## Problem to work on
Write out the data below in full. Keep it exact.

## Material supplied
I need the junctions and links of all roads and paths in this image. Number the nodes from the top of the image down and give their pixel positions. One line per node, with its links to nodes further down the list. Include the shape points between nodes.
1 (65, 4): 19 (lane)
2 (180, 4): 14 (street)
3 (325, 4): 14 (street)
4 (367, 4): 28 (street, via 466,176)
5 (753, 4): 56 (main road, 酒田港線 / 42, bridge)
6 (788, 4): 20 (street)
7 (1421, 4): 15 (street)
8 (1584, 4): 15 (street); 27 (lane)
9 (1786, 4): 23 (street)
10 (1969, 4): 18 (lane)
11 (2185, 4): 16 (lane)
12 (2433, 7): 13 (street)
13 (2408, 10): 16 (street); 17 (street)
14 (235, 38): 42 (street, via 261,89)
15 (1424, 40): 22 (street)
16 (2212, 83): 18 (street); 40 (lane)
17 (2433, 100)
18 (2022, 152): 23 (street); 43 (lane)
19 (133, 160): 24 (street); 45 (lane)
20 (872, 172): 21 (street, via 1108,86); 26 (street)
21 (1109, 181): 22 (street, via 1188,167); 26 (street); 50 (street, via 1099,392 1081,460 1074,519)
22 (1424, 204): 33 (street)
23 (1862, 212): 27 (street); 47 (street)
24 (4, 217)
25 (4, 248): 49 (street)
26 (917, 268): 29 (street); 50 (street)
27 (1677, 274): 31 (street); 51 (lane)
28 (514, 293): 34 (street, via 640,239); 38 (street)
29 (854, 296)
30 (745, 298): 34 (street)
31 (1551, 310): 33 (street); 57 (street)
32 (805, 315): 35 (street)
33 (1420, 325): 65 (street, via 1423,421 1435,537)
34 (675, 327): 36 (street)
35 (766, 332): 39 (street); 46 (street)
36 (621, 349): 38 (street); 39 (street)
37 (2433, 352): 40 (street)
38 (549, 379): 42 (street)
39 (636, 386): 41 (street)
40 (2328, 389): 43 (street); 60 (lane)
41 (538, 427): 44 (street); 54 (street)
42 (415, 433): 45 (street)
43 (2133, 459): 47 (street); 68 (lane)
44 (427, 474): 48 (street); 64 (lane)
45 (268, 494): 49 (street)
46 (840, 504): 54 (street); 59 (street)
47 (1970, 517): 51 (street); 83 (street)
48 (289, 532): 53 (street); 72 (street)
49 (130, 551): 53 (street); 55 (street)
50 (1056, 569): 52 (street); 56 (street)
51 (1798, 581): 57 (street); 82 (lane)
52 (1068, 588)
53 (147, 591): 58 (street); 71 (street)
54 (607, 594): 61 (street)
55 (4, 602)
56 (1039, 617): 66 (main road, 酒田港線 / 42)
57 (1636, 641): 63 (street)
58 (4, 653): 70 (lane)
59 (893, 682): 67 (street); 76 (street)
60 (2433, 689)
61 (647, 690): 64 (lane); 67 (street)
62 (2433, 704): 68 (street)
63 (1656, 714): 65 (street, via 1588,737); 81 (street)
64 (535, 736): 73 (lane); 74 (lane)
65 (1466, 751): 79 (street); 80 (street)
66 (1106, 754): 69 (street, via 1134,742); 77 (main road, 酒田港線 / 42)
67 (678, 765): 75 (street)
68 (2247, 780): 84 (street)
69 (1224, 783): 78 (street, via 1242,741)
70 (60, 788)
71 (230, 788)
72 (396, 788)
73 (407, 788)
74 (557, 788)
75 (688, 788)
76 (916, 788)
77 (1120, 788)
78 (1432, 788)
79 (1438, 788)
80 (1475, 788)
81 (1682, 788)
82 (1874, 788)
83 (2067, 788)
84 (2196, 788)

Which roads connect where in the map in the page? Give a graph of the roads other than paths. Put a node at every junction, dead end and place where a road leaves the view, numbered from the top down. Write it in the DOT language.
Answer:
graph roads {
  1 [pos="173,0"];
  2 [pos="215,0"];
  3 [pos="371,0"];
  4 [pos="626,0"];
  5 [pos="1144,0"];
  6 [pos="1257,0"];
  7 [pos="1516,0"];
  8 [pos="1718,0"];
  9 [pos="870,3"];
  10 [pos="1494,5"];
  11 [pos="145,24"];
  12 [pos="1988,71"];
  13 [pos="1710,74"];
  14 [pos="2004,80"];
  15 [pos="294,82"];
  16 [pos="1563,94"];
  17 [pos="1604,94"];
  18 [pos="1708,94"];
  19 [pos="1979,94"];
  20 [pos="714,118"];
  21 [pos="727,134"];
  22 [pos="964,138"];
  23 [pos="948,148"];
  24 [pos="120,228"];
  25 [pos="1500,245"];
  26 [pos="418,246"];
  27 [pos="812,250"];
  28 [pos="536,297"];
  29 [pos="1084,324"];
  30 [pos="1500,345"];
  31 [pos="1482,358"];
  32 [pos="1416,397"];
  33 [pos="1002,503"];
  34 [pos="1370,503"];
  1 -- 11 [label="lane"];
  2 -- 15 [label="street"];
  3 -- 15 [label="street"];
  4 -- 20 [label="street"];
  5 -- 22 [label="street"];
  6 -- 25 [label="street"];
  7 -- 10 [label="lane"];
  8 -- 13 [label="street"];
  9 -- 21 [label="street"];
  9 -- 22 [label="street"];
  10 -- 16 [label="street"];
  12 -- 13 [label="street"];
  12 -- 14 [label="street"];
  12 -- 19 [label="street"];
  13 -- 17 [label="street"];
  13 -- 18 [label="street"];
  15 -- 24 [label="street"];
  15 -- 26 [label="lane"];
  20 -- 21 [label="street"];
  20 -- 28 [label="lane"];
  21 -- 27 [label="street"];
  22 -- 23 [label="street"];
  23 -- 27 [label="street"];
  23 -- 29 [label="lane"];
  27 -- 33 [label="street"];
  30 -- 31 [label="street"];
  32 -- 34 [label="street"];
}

## Problem solution
I need the junctions and links of all roads and paths in this image. Number the nodes from the top of the image down and give their pixel positions. One line per node, with its links to nodes further down the list. Include the shape points between nodes.
1 (65, 4): 19 (lane)
2 (180, 4): 14 (street)
3 (325, 4): 14 (street)
4 (367, 4): 28 (street, via 466,176)
5 (753, 4): 56 (main road, 酒田港線 / 42, bridge)
6 (788, 4): 20 (street)
7 (1421, 4): 15 (street)
8 (1584, 4): 15 (street); 27 (lane)
9 (1786, 4): 23 (street)
10 (1969, 4): 18 (lane)
11 (2185, 4): 16 (lane)
12 (2433, 7): 13 (street)
13 (2408, 10): 16 (street); 17 (street)
14 (235, 38): 42 (street, via 261,89)
15 (1424, 40): 22 (street)
16 (2212, 83): 18 (street); 40 (lane)
17 (2433, 100)
18 (2022, 152): 23 (street); 43 (lane)
19 (133, 160): 24 (street); 45 (lane)
20 (872, 172): 21 (street, via 1108,86); 26 (street)
21 (1109, 181): 22 (street, via 1188,167); 26 (street); 50 (street, via 1099,392 1081,460 1074,519)
22 (1424, 204): 33 (street)
23 (1862, 212): 27 (street); 47 (street)
24 (4, 217)
25 (4, 248): 49 (street)
26 (917, 268): 29 (street); 50 (street)
27 (1677, 274): 31 (street); 51 (lane)
28 (514, 293): 34 (street, via 640,239); 38 (street)
29 (854, 296)
30 (745, 298): 34 (street)
31 (1551, 310): 33 (street); 57 (street)
32 (805, 315): 35 (street)
33 (1420, 325): 65 (street, via 1423,421 1435,537)
34 (675, 327): 36 (street)
35 (766, 332): 39 (street); 46 (street)
36 (621, 349): 38 (street); 39 (street)
37 (2433, 352): 40 (street)
38 (549, 379): 42 (street)
39 (636, 386): 41 (street)
40 (2328, 389): 43 (street); 60 (lane)
41 (538, 427): 44 (street); 54 (street)
42 (415, 433): 45 (street)
43 (2133, 459): 47 (street); 68 (lane)
44 (427, 474): 48 (street); 64 (lane)
45 (268, 494): 49 (street)
46 (840, 504): 54 (street); 59 (street)
47 (1970, 517): 51 (street); 83 (street)
48 (289, 532): 53 (street); 72 (street)
49 (130, 551): 53 (street); 55 (street)
50 (1056, 569): 52 (street); 56 (street)
51 (1798, 581): 57 (street); 82 (lane)
52 (1068, 588)
53 (147, 591): 58 (street); 71 (street)
54 (607, 594): 61 (street)
55 (4, 602)
56 (1039, 617): 66 (main road, 酒田港線 / 42)
57 (1636, 641): 63 (street)
58 (4, 653): 70 (lane)
59 (893, 682): 67 (street); 76 (street)
60 (2433, 689)
61 (647, 690): 64 (lane); 67 (street)
62 (2433, 704): 68 (street)
63 (1656, 714): 65 (street, via 1588,737); 81 (street)
64 (535, 736): 73 (lane); 74 (lane)
65 (1466, 751): 79 (street); 80 (street)
66 (1106, 754): 69 (street, via 1134,742); 77 (main road, 酒田港線 / 42)
67 (678, 765): 75 (street)
68 (2247, 780): 84 (street)
69 (1224, 783): 78 (street, via 1242,741)
70 (60, 788)
71 (230, 788)
72 (396, 788)
73 (407, 788)
74 (557, 788)
75 (688, 788)
76 (916, 788)
77 (1120, 788)
78 (1432, 788)
79 (1438, 788)
80 (1475, 788)
81 (1682, 788)
82 (1874, 788)
83 (2067, 788)
84 (2196, 788)

Which roads connect where in the map in the page? Give a graph of the roads other than paths. Put a node at every junction, dead end and place where a road leaves the view, numbered from the top down. Write it in the DOT language.
Answer:
graph roads {
  1 [pos="173,0"];
  2 [pos="215,0"];
  3 [pos="371,0"];
  4 [pos="626,0"];
  5 [pos="1144,0"];
  6 [pos="1257,0"];
  7 [pos="1516,0"];
  8 [pos="1718,0"];
  9 [pos="870,3"];
  10 [pos="1494,5"];
  11 [pos="145,24"];
  12 [pos="1988,71"];
  13 [pos="1710,74"];
  14 [pos="2004,80"];
  15 [pos="294,82"];
  16 [pos="1563,94"];
  17 [pos="1604,94"];
  18 [pos="1708,94"];
  19 [pos="1979,94"];
  20 [pos="714,118"];
  21 [pos="727,134"];
  22 [pos="964,138"];
  23 [pos="948,148"];
  24 [pos="120,228"];
  25 [pos="1500,245"];
  26 [pos="418,246"];
  27 [pos="812,250"];
  28 [pos="536,297"];
  29 [pos="1084,324"];
  30 [pos="1500,345"];
  31 [pos="1482,358"];
  32 [pos="1416,397"];
  33 [pos="1002,503"];
  34 [pos="1370,503"];
  1 -- 11 [label="lane"];
  2 -- 15 [label="street"];
  3 -- 15 [label="street"];
  4 -- 20 [label="street"];
  5 -- 22 [label="street"];
  6 -- 25 [label="street"];
  7 -- 10 [label="lane"];
  8 -- 13 [label="street"];
  9 -- 21 [label="street"];
  9 -- 22 [label="street"];
  10 -- 16 [label="street"];
  12 -- 13 [label="street"];
  12 -- 14 [label="street"];
  12 -- 19 [label="street"];
  13 -- 17 [label="street"];
  13 -- 18 [label="street"];
  15 -- 24 [label="street"];
  15 -- 26 [label="lane"];
  20 -- 21 [label="street"];
  20 -- 28 [label="lane"];
  21 -- 27 [label="street"];
  22 -- 23 [label="street"];
  23 -- 27 [label="street"];
  23 -- 29 [label="lane"];
  27 -- 33 [label="street"];
  30 -- 31 [label="street"];
  32 -- 34 [label="street"];
}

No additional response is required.